Долго сидеть на террасе, однако же, не стоило. Аульские мальчишки весь день были заняты обычно тем, что лепили из глины небольшие шарики — турши. У каждого из них был припасен еще длинный, сплетенный из шерстяных нитей шнур — урум. Едва наступали сумерки, со всех крыш аула открывалась стрельба: мальчишки закладывали эти шарики в середину сложенного вдвое шнура и что есть силы раскручивали такую пращу над головой, а потом выпускали один конец шнура, и шарик летел куда бог его пошлет. Только свист стоял в синеющем вечернем воздухе. Такой шарик мог угодить куда угодно, и мать поспешно уводила Эффенди с террасы, а он все оглядывался. Он завидовал. В станице ребятам и не за такое надрали бы уши, а здесь им все сходило с рук, жизнь была другая, вольная. Взрослые, например, здесь и пальцем не смели тронуть чужого ребенка — это он приметил быстро.

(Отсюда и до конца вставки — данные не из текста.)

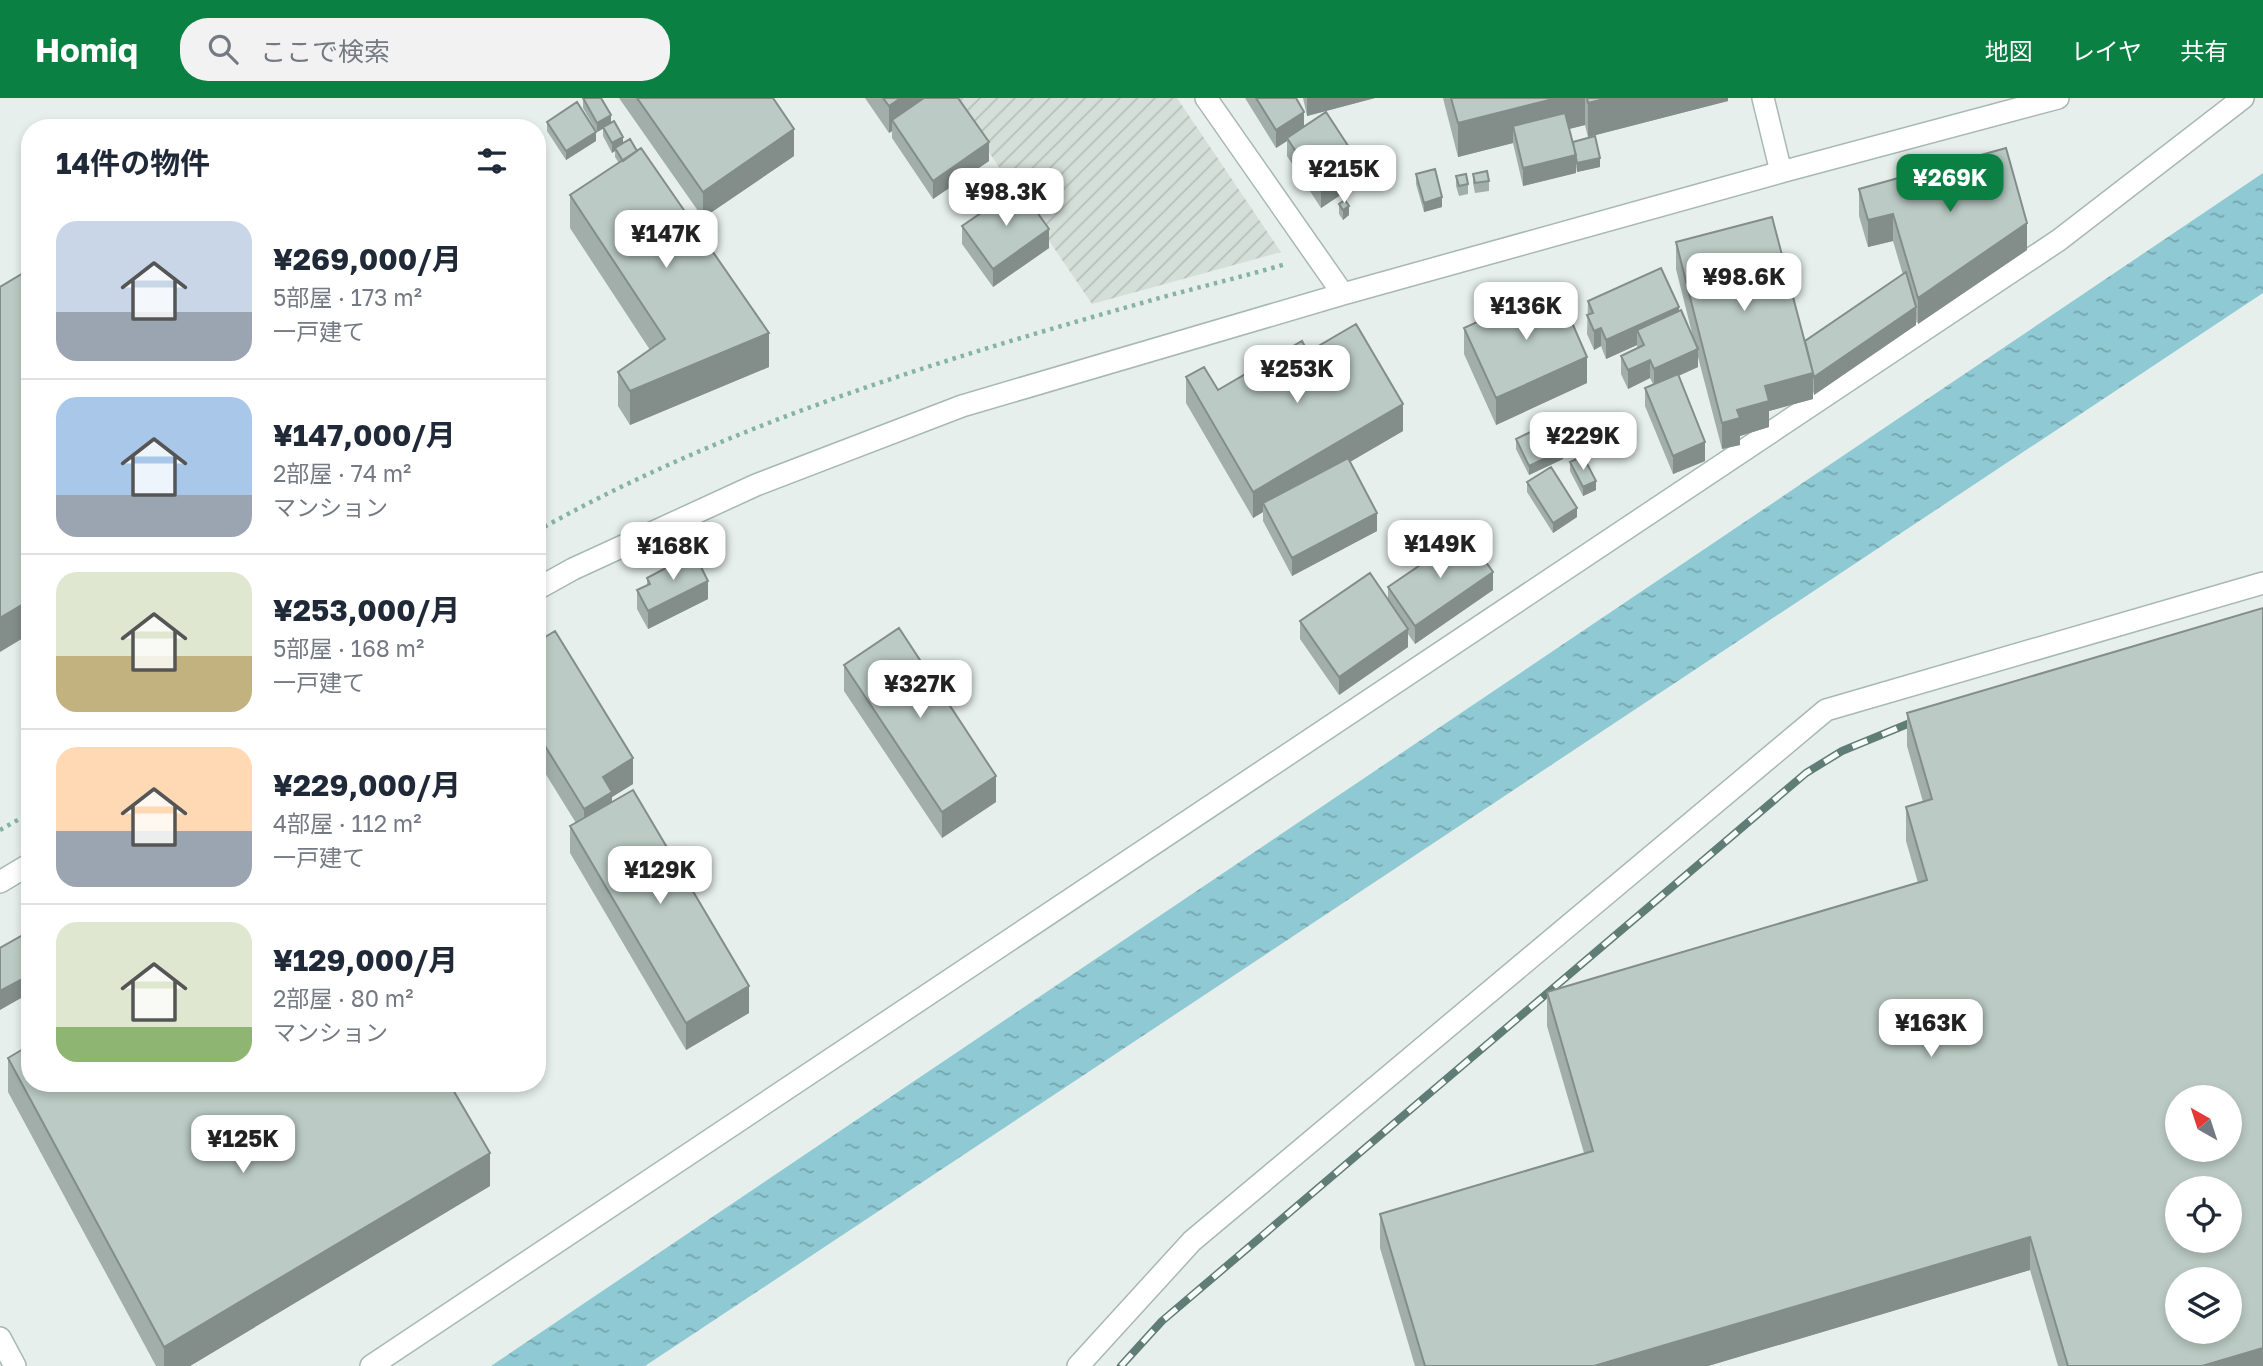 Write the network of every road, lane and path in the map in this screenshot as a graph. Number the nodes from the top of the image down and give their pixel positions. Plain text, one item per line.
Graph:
1 (1206, 98) edge
2 (1763, 98) edge
3 (2058, 98) edge
4 (2243, 98) edge
5 (1781, 172) junction
6 (1316, 255) junction
7 (1343, 294) junction
8 (546, 526) edge
9 (2263, 583) edge
10 (546, 584) edge
11 (21, 818) edge
12 (0, 830) edge
13 (21, 869) edge
14 (0, 881) edge
15 (0, 1338) edge
16 (15, 1366) edge
17 (371, 1366) edge
18 (1078, 1366) edge

1 - 6 street
2 - 5 street
3 - 5 street
4 - 17 street
5 - 7 street
6 - 7 street
6 - 8 path
7 - 10 street
9 - 18 street
11 - 12 path
13 - 14 street
15 - 16 street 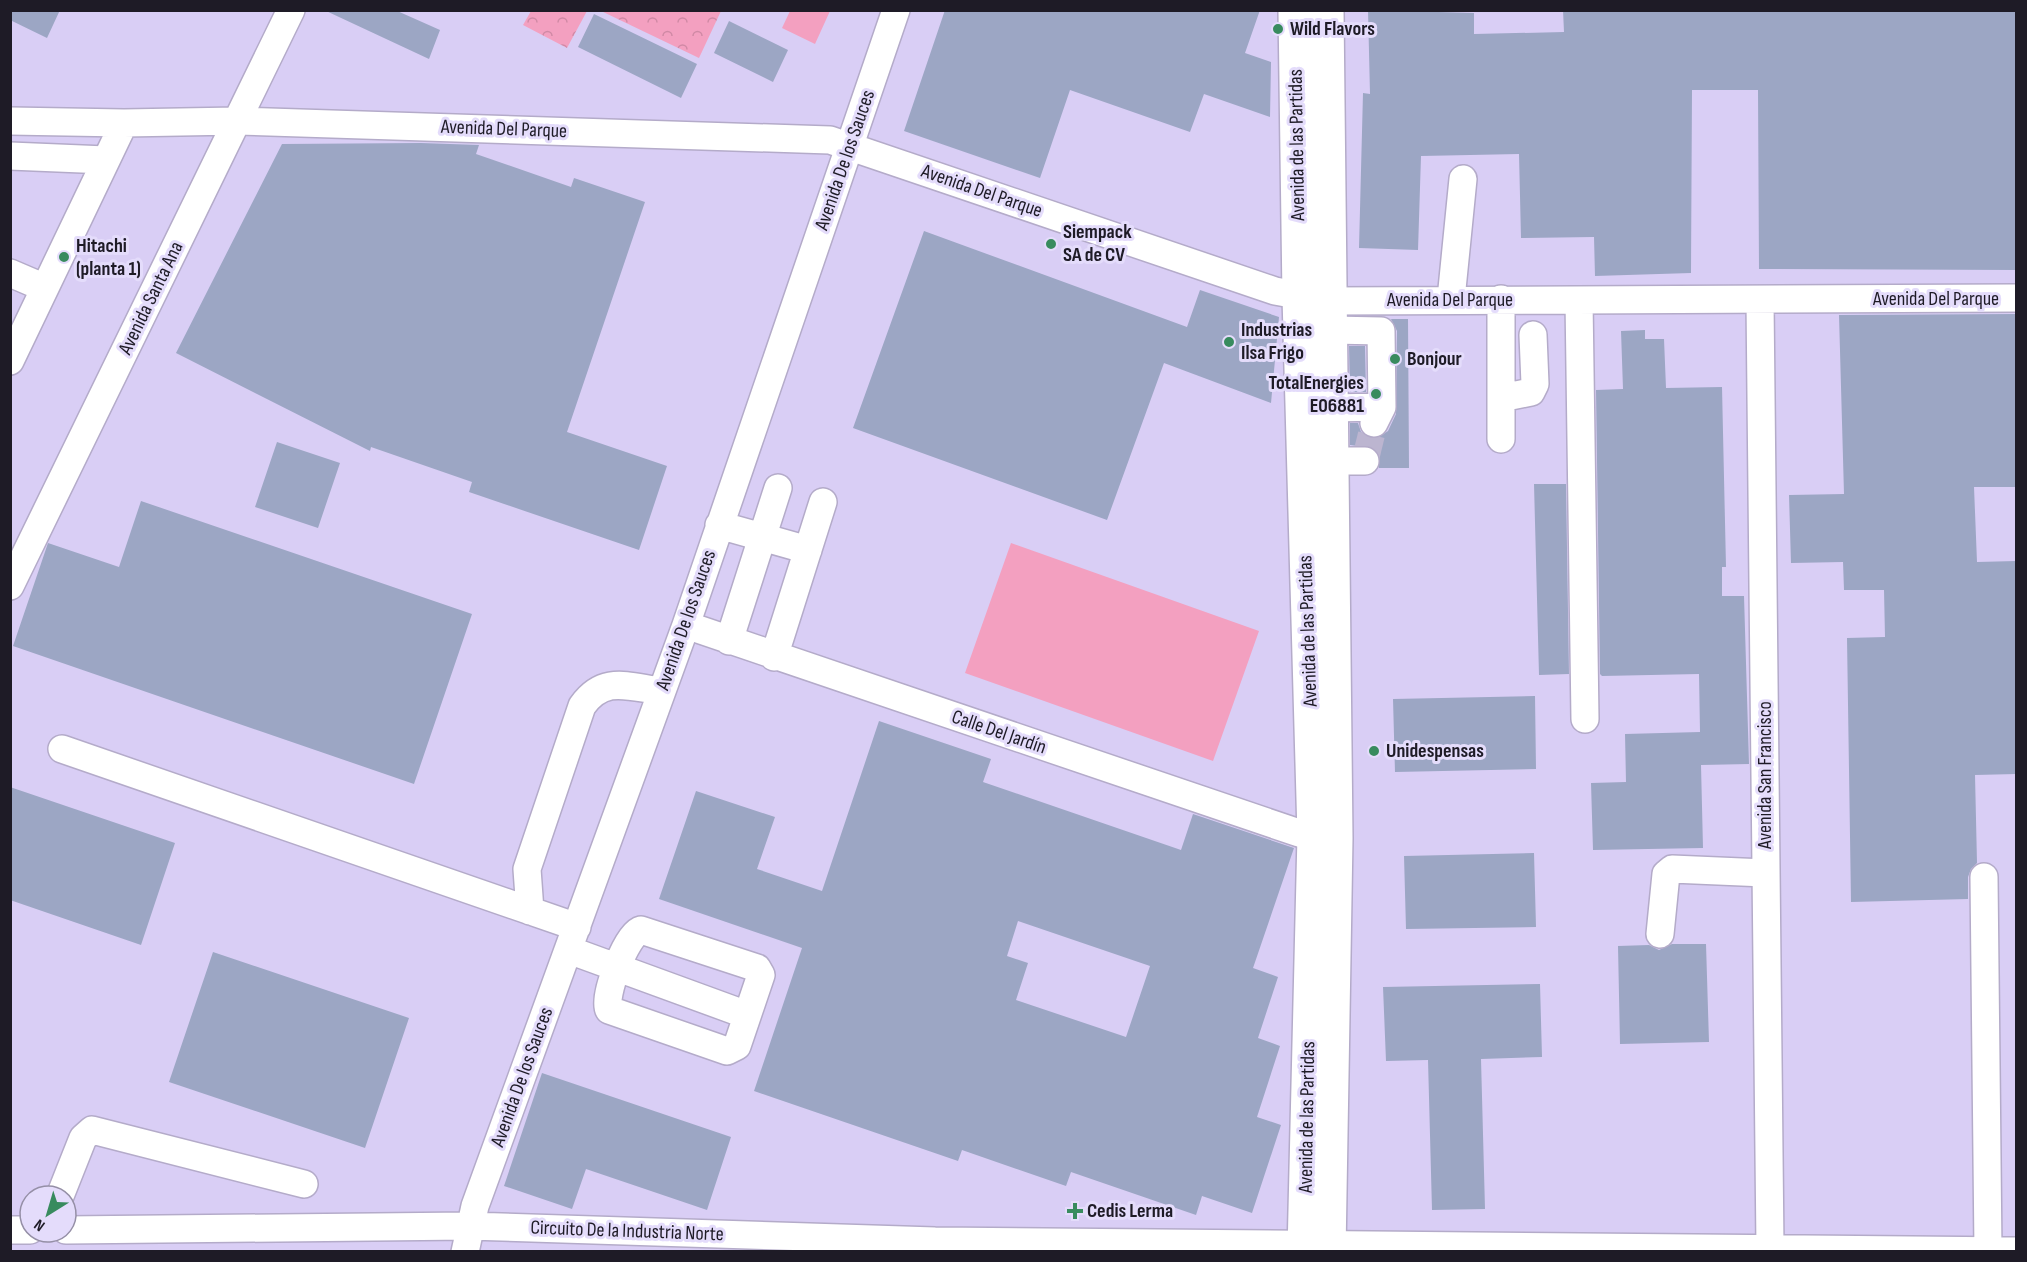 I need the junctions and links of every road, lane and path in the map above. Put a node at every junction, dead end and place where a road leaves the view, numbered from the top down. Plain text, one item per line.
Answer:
1 (291, 10) edge
2 (896, 10) edge
3 (1295, 10) edge
4 (1327, 10) edge
5 (10, 121) edge
6 (237, 121) junction
7 (124, 123) junction
8 (850, 146) junction
9 (10, 156) edge
10 (106, 160) junction
11 (1463, 179) dead end
12 (10, 273) edge
13 (45, 288) junction
14 (2016, 298) edge
15 (1451, 299) junction
16 (1501, 299) junction
17 (1579, 300) junction
18 (1760, 301) junction
19 (1320, 309) junction
20 (1533, 335) dead end
21 (10, 361) edge
22 (1501, 398) junction
23 (1332, 408) junction
24 (1501, 439) dead end
25 (778, 488) dead end
26 (823, 502) dead end
27 (719, 525) junction
28 (763, 537) junction
29 (808, 550) junction
30 (10, 586) edge
31 (686, 625) junction
32 (729, 642) junction
33 (774, 657) junction
34 (662, 691) junction
35 (1585, 719) dead end
36 (62, 749) dead end
37 (1314, 836) junction
38 (1765, 873) junction
39 (1984, 877) dead end
40 (530, 911) junction
41 (1660, 934) dead end
42 (573, 939) junction
43 (617, 968) junction
44 (747, 1015) junction
45 (65, 1184) edge
46 (304, 1184) dead end
47 (78, 1230) edge
48 (467, 1239) edge
49 (935, 1246) edge
50 (1317, 1248) edge
51 (1424, 1248) edge
52 (1770, 1248) junction
53 (1988, 1251) edge
54 (2016, 1251) edge

1 - 6 street, Avenida Santa Ana
2 - 8 street, Avenida De los Sauces
3 - 19 main road, Avenida de las Partidas
4 - 19 main road, Avenida de las Partidas
5 - 7 street, Avenida Del Parque
6 - 7 street, Avenida Del Parque
6 - 8 street, Avenida Del Parque
6 - 30 street, Avenida Santa Ana
7 - 10 street
8 - 19 street, Avenida Del Parque
8 - 27 street, Avenida De los Sauces
9 - 10 street
10 - 13 street
11 - 15 street
12 - 13 street
13 - 21 street
14 - 18 street, Avenida Del Parque
15 - 16 street, Avenida Del Parque
15 - 19 street, Avenida Del Parque
16 - 17 street, Avenida Del Parque
16 - 22 street
17 - 18 street, Avenida Del Parque
17 - 35 street
18 - 38 street, Avenida San Francisco
19 - 23 main road, Avenida de las Partidas
19 - 23 street
19 - 37 main road, Avenida de las Partidas
20 - 22 street
22 - 24 street
23 - 50 main road, Avenida de las Partidas
25 - 28 street
26 - 29 street
27 - 28 street
27 - 31 street, Avenida De los Sauces
28 - 29 street
28 - 32 street
29 - 33 street
31 - 32 street, Calle Del Jardín
31 - 34 street, Avenida De los Sauces
32 - 33 street, Calle Del Jardín
33 - 37 street, Calle Del Jardín
34 - 40 street
34 - 42 street, Avenida De los Sauces
36 - 40 street
37 - 50 main road, Avenida de las Partidas
38 - 41 street
38 - 52 street, Avenida San Francisco
39 - 53 street
40 - 42 street
42 - 43 street
42 - 48 street, Avenida De los Sauces
43 - 44 street
43 - 44 street
43 - 44 street
45 - 46 street
47 - 48 street, Circuito De la Industria Norte
48 - 49 street, Circuito De la Industria Norte
49 - 50 street, Circuito De la Industria Norte
50 - 51 street, Circuito De la Industria Norte
51 - 52 street, Circuito De la Industria Norte
52 - 53 street, Circuito De la Industria Norte
53 - 54 street, Circuito De la Industria Norte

Аул засыпал рано Тьма стояла за окном, в сакле было душно. Мальчик не спал. Наконец из-за крепостной стены всплывала луна, и горы начинали отливать странной голубизной. Луна сияла за окном, свет ее казался прохладным, мальчик засыпал.
Он приехал в аул, когда родилась молодая луна месяца рамазана и начался мусульманский пост — ураза. День поменялся местами с ночью! С восхода до захода нельзя было ни пить, ни есть. Зато ночью никто не спал, а сидели до утра и ели. Юношам, весь день работавшим под палящим солнцем на маленьких горных полях, трудно было выдержать семнадцать-восемнадцать часов без воды. И вечером Эффенди слышал, как на соседнем дворе кто-то спрашивал с подозрением:
— Омар, что-то у тебя вид веселый — ты, верно, пил?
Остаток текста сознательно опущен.